Our exploration Investment Ragusa Minerals (ASX:RAS) surged yesterday on near record volume and no news.

Affectionately known by our team as “The Goose”, we think RAS’s sudden momentum could be a result of one of two things:

  1. A few months ago RAS acquired farm in rights for up to a 100% interest in lithium exploration projects in the same part of NT as Core Lithium ($2.4BN market cap), whilst lithium stocks have been having a great run lately.
  2. RAS holds gold exploration ground in Alaska that borders on Nova Mineral’s impressive high grade gold discovery announced in September 2021. Yesterday Nova announced MORE long, high grade gold hits even closer to the tenement border with RAS.
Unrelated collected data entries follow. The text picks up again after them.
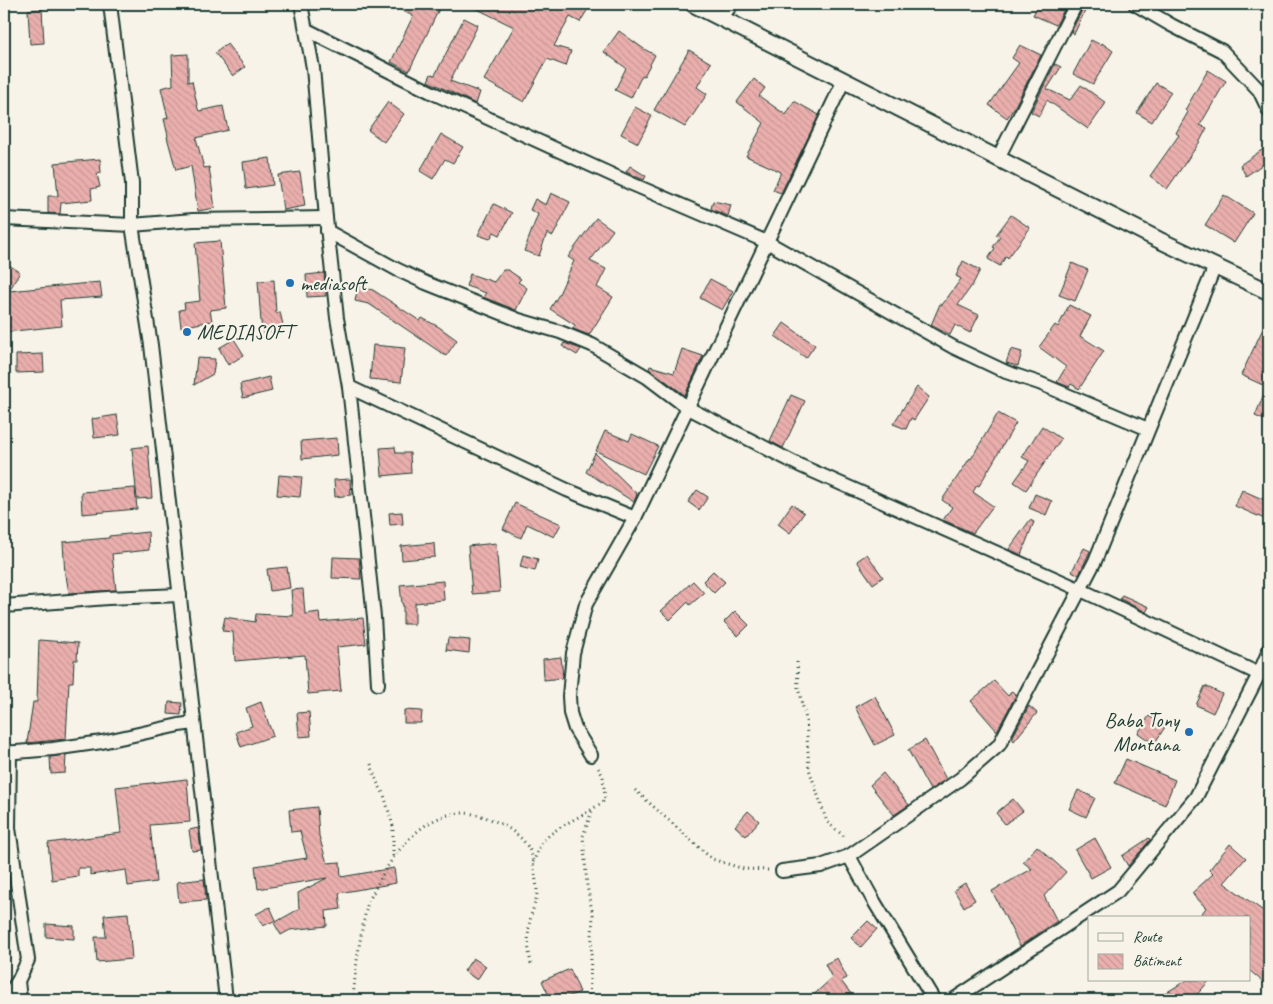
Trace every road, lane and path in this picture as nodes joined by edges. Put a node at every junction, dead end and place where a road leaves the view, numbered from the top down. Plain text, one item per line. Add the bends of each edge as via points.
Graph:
1 (110, 4) edge
2 (301, 4) edge
3 (692, 4) edge
4 (732, 4) edge
5 (1076, 4) edge
6 (1135, 4) edge
7 (1154, 8) edge
8 (721, 18) junction
9 (307, 30) junction
10 (844, 80) junction
11 (1269, 111) edge
12 (998, 158) junction
13 (326, 218) junction
14 (4, 219) edge
15 (132, 225) junction
16 (327, 231) junction
17 (767, 242) junction
18 (1215, 266) junction
19 (1269, 292) edge
20 (349, 386) junction
21 (688, 408) junction
22 (1148, 429) junction
23 (635, 518) junction
24 (1080, 590) junction
25 (180, 595) junction
26 (4, 606) edge
27 (1269, 650) edge
28 (797, 662) dead end
29 (1259, 674) junction
30 (378, 684) dead end
31 (194, 723) junction
32 (7, 752) edge
33 (591, 755) joint
34 (371, 764) dead end
35 (635, 790) dead end
36 (592, 811) junction
37 (846, 838) dead end
38 (849, 856) junction
39 (392, 859) junction
40 (533, 862) junction
41 (782, 871) joint
42 (532, 967) dead end
43 (18, 981) junction
44 (4, 1000) edge
45 (20, 1000) edge
46 (226, 1000) edge
47 (353, 1000) edge
48 (588, 1000) edge
49 (934, 1000) edge
50 (953, 1000) edge

1 - 15 street via 132,183
2 - 9 street
3 - 8 street
4 - 8 street
5 - 12 street
6 - 7 street
7 - 11 street via 1171,26 1222,50 1259,90
8 - 10 street
9 - 13 street
9 - 17 street via 435,94
10 - 12 street
10 - 17 street
12 - 18 street
13 - 15 street via 193,220
13 - 16 street
14 - 15 street
15 - 25 street via 151,345
16 - 20 street
16 - 21 street via 426,283 592,345 648,377
17 - 21 street
17 - 22 street via 978,359
18 - 19 street
18 - 22 street
20 - 23 street via 567,490
20 - 30 street via 374,617
21 - 23 street
21 - 24 street via 801,466
22 - 24 street via 1095,561
23 - 33 street via 586,604 573,653 570,713 575,729
24 - 29 street
24 - 38 street via 999,745 960,780
25 - 26 street
25 - 31 street
27 - 29 street
28 - 37 path via 798,688 806,719 809,769 827,822
29 - 50 street via 1196,797 1118,891
31 - 32 street via 102,742
31 - 46 street
32 - 43 street via 9,828 28,960
33 - 36 path via 603,776 605,800
34 - 39 path via 393,826
35 - 41 path via 712,859 744,869
36 - 40 path via 567,823 542,842
36 - 48 path via 583,836 593,915
38 - 41 street via 821,866
38 - 49 street
39 - 40 path via 426,824 450,814 468,813 494,820 513,832 528,848
39 - 47 path via 367,904
40 - 42 path via 537,893 529,924
43 - 44 street
43 - 45 street

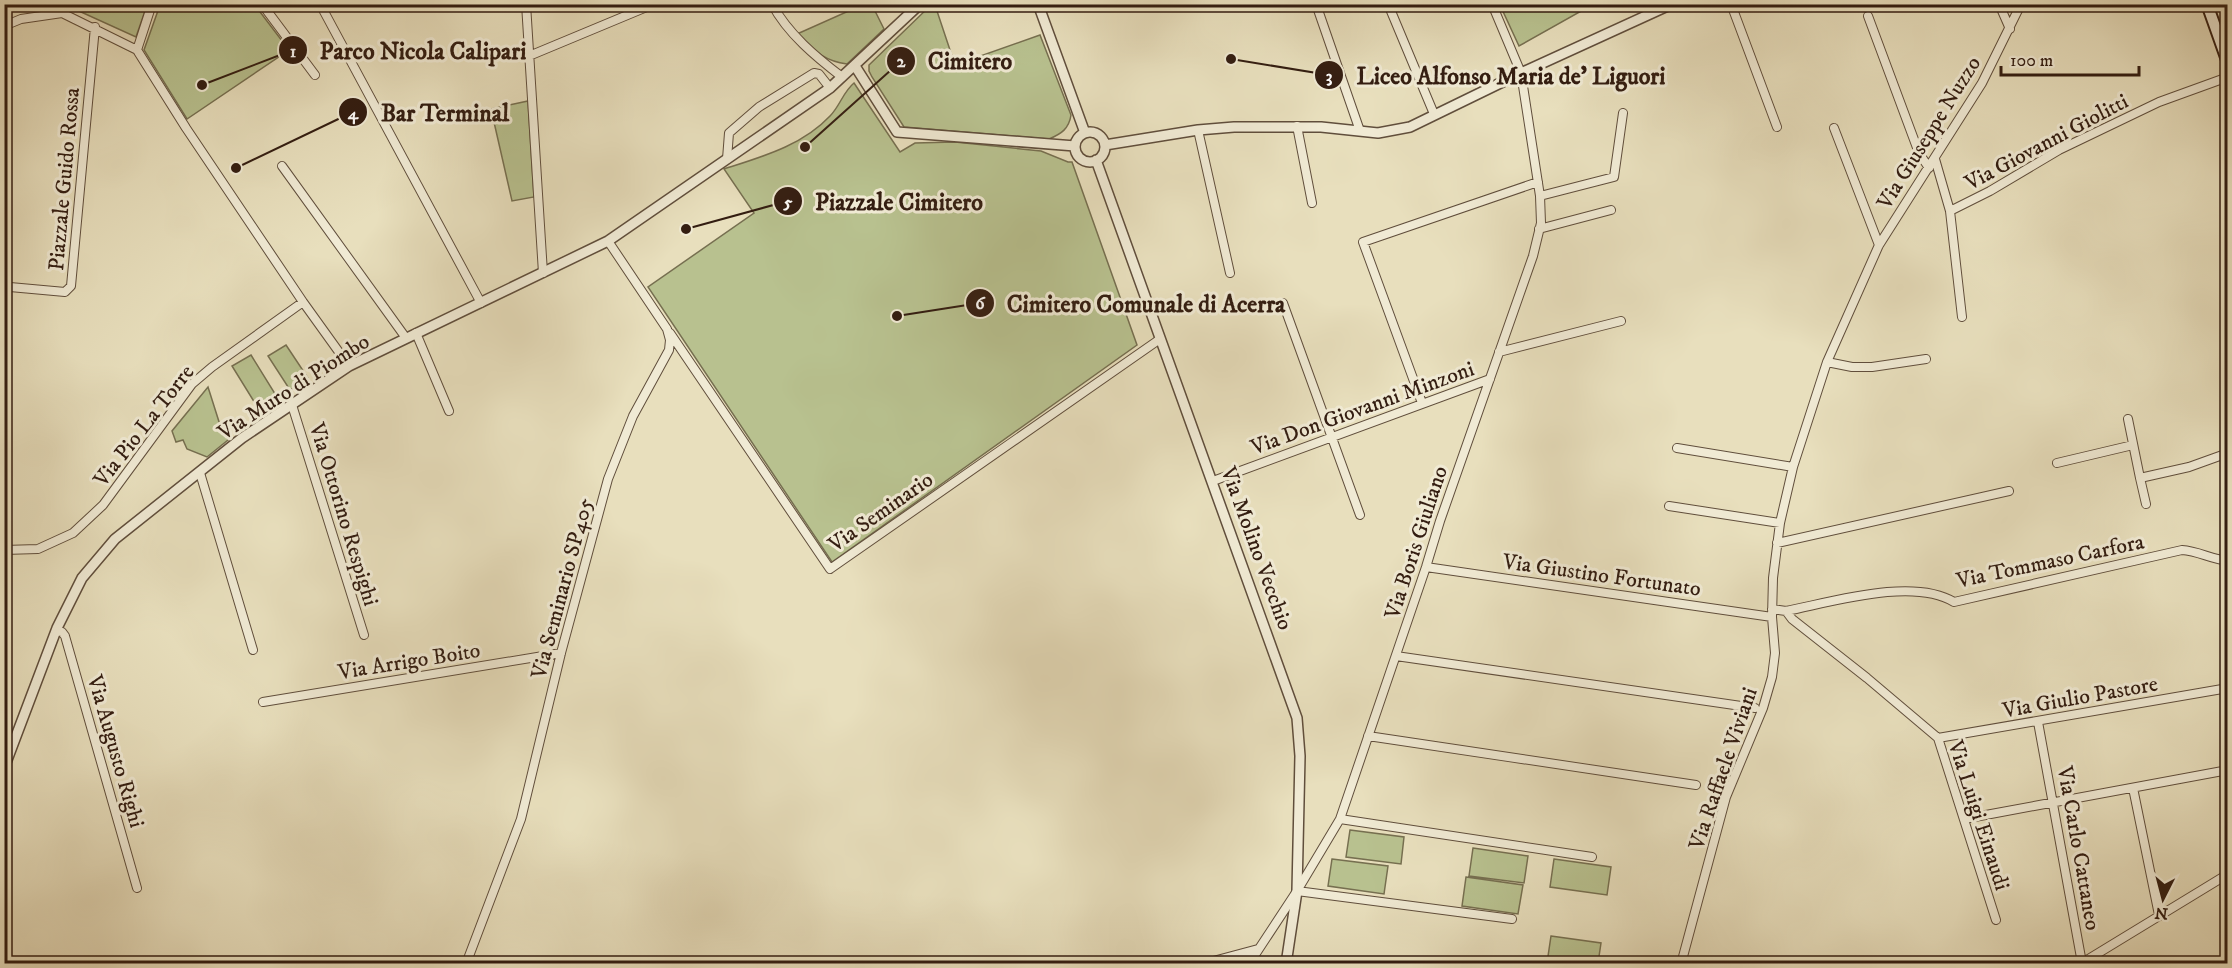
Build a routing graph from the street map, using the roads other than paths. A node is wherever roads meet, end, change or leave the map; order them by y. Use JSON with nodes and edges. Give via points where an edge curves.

Whatever sparked the run on RAS shares yesterday, we are very pleased that after over a year of holding RAS it looks like it is finally getting market attention.

The ASX has also taken note, issuing RAS a speeding ticket this morning asking why the sudden interest in the stock, to which RAS responded:

RAS’s lithium projects

Lithium stocks are soaring again and it comes as no surprise to us, given the resilience of lithium prices.

Lithium carbonate is trading at US$70,500/tonne, almost 300% higher than this time last year.

With this in mind, RAS is preparing to drill its hard rock lithium project in the Northern Territory.

RAS’s project sits in a part of the NT where it shares geological fundamentals with two larger capped lithium companies.

The first is Core Lithium (capped at $2.4BN) to the north of RAS’s ground, and the second is Lithium Plus (capped at $59M).

Meanwhile RAS currently has a $37M market cap and held $2.5M in cash at 30 June 2022 meaning it trades with an enterprise value (EV) of ~$34.5M.

The difference in market caps is mainly due to RAS’s project being at a much earlier stage than its neighbours’:

  1. Core Lithium is progressing its JORC 18.9 million tonne lithium resource into production.
  2. Lithium Plus has a historical discovery intercept of 12m with lithium grades of 1.42% from 121m.

RAS, on the other hand, has an early stage exploration prospect — it has not done any drilling yet, and is some time off from defining a JORC resource.

But it has recently completed another sampling program with peak lithium grades from historical rock chip sampling grading 8.03% lithium and 23.1g/t gold.

On top of this, the previous owners of the tenements in 2018 detailed “several distinct trends and many kilometres of untested strike length of pegmatites occurring within the leases”.

Recently RAS completed another sampling program and returned rock chips measuring 5.46% lithium.

More importantly, RAS has picked up spodumene bearing rock chips inside its project area.

The significance of this is that spodumene is the source rock for most of the lithium produced today.

With work programs approved and RAS preparing to drill its project we think that if the drilling program can return similar intercepts to Lithium Plus or Core then it could quickly re-rate to a market cap more comparable to at least Lithium Plus.

We are backing RAS’s MD Jerko Zuvela to do what he did with now $500M capped lithium developer Argosy Minerals, and take RAS’s project from exploration prospect into a commercially developable lithium discovery.

With an enterprise value of $34.5M and RAS holding a larger landholding than both of its neighbours (~570km2) compared to Core Lithium’s ~500km2 and Lithium Plus’s ~490km2, we think that any exploration success from RAS will bring a lot of market interest to the company.

Ragusa Minerals
ASX:RAS

Northern Territory lithium peers

RAS’s neighbours in this part of the NT are Core Lithium and Lithium Plus.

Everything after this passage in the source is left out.